Work request: Search the data below for "پیروزی"; list each line that holds it.

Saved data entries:
===============

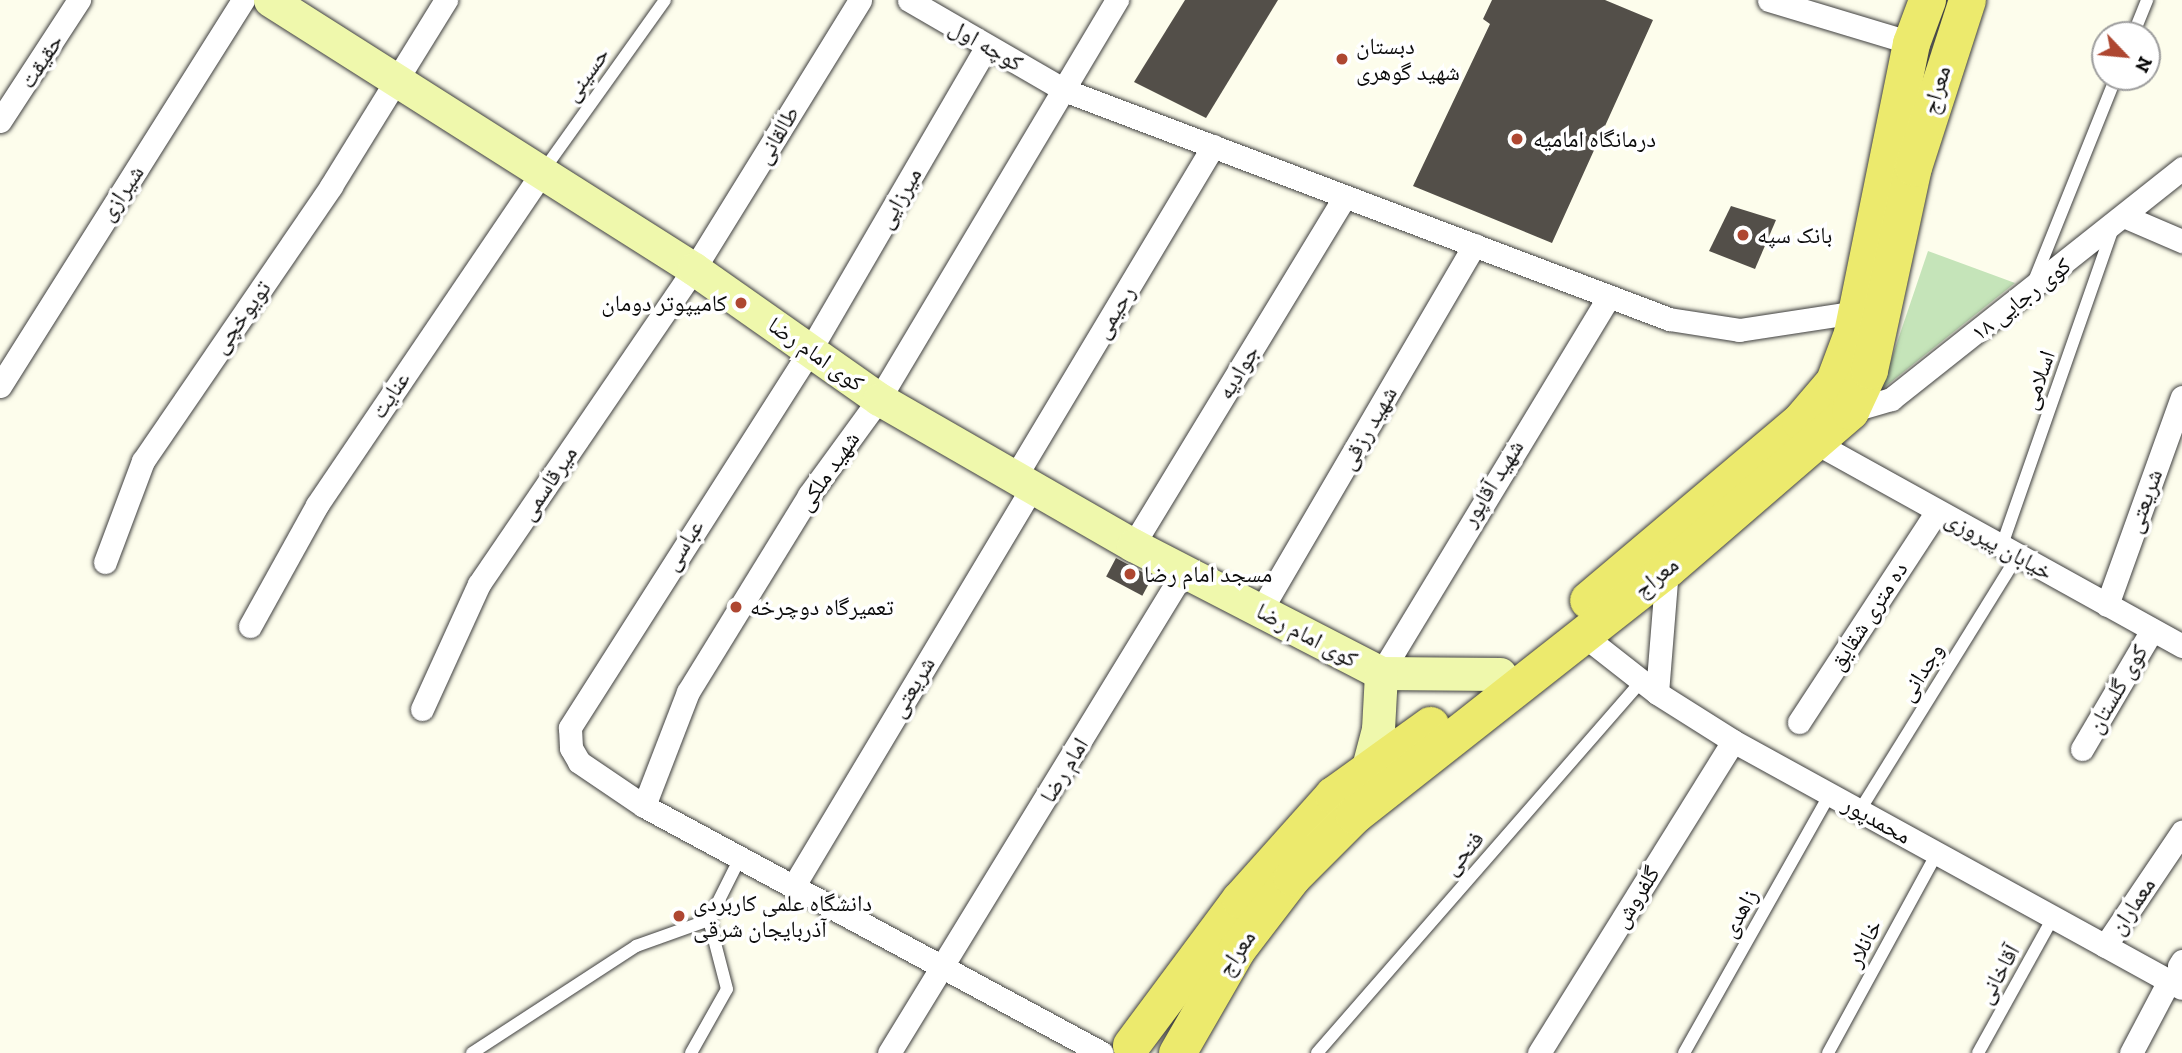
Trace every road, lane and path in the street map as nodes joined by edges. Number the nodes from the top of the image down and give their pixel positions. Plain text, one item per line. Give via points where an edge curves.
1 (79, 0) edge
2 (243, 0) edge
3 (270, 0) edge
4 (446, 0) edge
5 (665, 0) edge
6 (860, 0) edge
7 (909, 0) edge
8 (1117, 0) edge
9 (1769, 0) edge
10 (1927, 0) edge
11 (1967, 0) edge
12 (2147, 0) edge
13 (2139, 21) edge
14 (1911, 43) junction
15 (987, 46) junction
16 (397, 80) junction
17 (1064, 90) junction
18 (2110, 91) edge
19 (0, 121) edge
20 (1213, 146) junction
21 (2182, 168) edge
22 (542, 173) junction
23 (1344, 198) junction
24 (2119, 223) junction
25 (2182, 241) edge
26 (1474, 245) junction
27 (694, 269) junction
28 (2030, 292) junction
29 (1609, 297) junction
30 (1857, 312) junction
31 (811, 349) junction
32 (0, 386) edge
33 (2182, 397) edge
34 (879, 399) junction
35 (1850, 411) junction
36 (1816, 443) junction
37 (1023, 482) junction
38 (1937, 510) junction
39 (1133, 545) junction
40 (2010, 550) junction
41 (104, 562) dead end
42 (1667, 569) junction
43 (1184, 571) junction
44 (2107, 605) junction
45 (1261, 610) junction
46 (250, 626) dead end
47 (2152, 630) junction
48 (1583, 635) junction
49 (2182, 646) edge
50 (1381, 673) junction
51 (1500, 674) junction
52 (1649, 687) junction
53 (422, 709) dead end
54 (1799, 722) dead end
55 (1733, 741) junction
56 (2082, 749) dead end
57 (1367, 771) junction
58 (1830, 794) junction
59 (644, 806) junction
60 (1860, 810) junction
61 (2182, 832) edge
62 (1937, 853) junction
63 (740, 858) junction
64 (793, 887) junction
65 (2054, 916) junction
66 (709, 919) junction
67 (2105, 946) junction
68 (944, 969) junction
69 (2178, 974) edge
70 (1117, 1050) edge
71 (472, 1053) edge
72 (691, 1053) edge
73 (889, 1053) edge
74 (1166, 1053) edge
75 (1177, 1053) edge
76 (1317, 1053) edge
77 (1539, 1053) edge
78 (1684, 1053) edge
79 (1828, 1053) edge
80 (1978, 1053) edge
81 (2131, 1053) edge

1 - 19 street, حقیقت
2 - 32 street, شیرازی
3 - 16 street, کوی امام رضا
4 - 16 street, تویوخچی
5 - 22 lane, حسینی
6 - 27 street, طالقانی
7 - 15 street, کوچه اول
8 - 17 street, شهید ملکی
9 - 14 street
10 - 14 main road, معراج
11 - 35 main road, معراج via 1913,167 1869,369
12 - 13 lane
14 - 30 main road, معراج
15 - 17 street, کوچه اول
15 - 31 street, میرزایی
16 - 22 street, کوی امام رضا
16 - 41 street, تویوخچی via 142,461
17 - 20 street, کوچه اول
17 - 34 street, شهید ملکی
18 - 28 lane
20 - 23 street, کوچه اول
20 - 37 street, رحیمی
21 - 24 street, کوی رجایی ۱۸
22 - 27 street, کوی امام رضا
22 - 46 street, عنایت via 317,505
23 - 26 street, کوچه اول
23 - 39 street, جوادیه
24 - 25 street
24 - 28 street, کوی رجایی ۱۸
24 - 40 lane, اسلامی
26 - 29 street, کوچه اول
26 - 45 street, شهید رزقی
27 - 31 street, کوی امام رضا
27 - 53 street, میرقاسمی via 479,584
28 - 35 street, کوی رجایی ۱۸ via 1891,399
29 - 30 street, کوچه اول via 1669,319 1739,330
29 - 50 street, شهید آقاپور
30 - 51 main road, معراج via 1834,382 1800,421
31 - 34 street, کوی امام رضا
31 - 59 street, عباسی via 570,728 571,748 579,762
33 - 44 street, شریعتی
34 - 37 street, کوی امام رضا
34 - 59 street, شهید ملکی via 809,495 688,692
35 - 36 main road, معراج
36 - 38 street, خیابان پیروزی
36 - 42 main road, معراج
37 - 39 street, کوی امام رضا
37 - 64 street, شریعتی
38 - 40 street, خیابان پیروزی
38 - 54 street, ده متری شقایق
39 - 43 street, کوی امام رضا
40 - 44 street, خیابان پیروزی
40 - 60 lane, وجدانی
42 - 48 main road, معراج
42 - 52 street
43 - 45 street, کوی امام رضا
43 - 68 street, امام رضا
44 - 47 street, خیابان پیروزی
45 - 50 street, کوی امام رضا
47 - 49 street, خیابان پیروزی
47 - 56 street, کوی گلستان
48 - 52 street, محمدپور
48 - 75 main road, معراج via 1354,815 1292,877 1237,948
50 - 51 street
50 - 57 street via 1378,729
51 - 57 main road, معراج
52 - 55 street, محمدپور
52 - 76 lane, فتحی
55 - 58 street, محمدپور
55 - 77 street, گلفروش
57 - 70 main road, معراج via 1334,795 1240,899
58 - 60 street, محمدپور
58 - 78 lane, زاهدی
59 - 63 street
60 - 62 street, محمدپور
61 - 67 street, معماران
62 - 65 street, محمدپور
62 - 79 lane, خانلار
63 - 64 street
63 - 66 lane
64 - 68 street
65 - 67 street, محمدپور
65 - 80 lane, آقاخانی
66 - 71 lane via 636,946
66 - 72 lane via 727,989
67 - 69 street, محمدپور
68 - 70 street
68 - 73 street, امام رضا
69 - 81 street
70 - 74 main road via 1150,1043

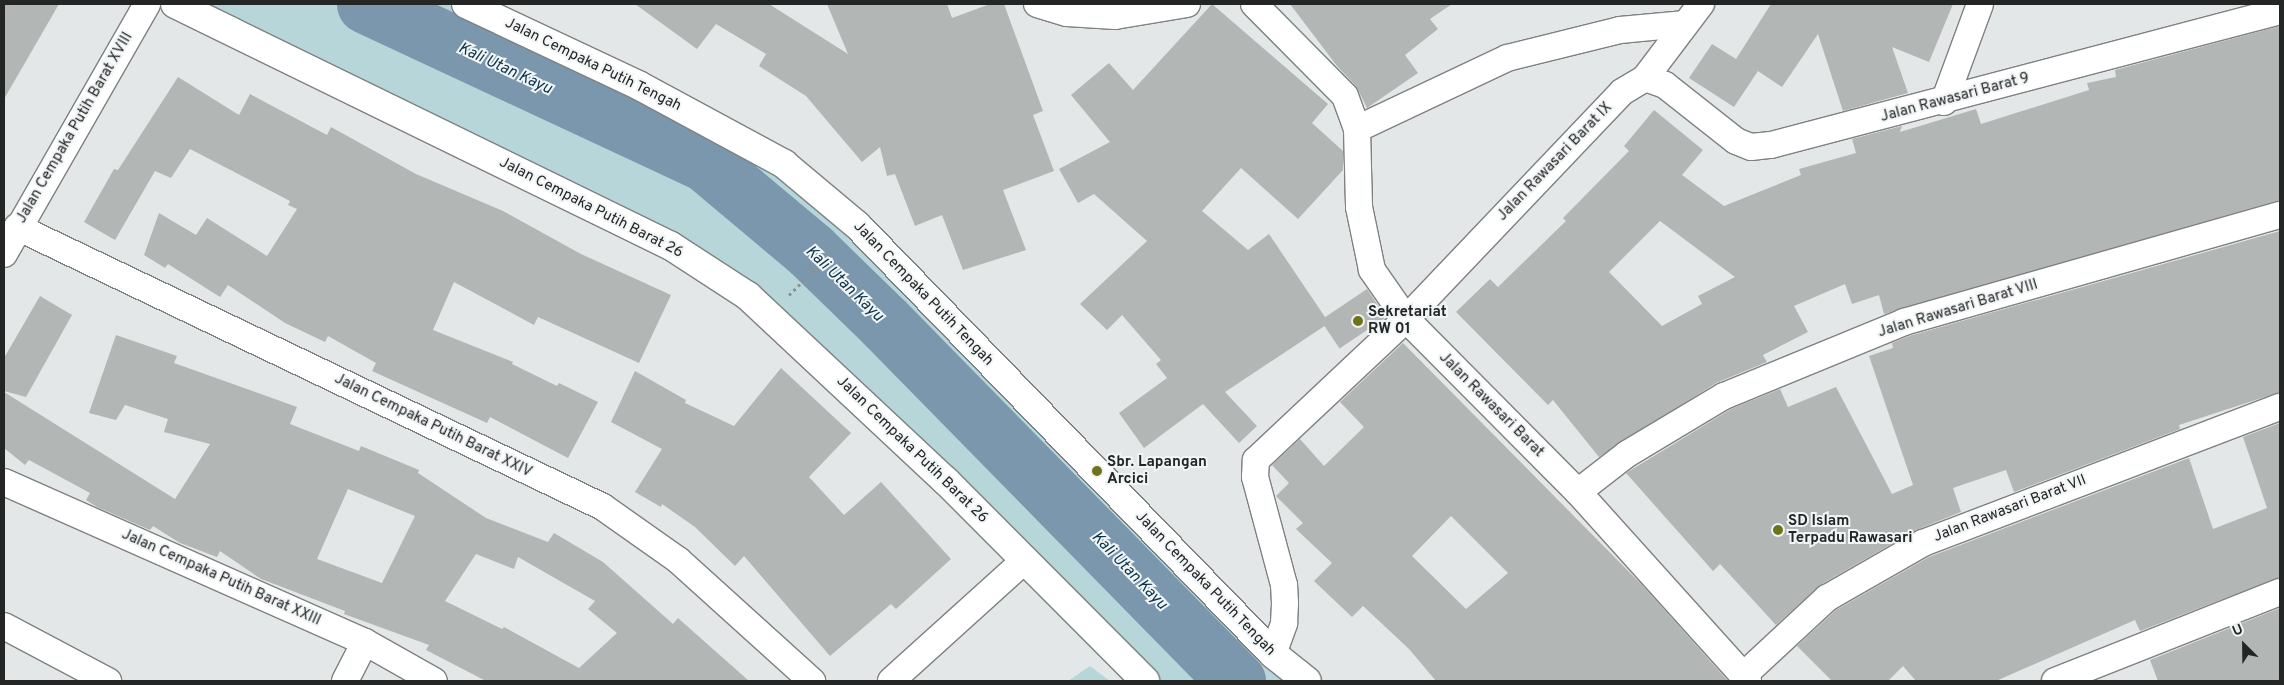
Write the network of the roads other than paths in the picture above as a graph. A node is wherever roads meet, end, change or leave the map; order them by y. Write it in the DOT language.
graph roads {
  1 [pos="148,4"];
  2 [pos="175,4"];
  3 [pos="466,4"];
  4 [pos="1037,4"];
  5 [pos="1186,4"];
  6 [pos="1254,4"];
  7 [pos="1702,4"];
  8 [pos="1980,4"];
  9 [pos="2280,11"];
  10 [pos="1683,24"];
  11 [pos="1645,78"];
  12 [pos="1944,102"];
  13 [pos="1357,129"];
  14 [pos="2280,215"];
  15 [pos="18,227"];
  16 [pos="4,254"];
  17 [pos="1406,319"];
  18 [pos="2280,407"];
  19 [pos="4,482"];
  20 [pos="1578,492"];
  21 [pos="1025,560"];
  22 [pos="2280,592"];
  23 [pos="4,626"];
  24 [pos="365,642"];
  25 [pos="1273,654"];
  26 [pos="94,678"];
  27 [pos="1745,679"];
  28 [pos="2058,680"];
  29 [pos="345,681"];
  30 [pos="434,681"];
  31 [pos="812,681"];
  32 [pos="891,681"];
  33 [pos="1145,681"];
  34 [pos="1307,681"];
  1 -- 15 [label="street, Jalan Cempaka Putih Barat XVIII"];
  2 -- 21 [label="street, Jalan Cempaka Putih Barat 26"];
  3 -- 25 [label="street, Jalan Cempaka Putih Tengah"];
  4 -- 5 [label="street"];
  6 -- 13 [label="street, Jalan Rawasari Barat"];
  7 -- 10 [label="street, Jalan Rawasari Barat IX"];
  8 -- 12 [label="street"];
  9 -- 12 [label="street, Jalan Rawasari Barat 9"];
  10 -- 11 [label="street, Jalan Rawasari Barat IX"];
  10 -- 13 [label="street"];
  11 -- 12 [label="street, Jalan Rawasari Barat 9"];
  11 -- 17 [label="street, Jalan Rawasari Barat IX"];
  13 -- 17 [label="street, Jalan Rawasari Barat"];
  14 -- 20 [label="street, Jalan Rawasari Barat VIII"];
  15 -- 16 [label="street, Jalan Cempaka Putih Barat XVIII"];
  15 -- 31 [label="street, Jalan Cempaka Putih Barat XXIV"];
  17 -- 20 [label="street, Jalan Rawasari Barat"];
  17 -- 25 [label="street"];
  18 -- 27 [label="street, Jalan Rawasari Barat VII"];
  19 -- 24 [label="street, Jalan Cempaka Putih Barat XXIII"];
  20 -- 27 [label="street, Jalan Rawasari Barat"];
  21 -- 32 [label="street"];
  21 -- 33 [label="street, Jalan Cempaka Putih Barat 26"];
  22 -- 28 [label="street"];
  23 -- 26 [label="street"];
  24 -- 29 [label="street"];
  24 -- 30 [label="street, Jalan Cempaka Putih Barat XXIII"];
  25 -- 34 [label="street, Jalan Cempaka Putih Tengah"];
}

===============

Task result:
36 - 38 street, خیابان پیروزی
38 - 40 street, خیابان پیروزی
40 - 44 street, خیابان پیروزی
44 - 47 street, خیابان پیروزی
47 - 49 street, خیابان پیروزی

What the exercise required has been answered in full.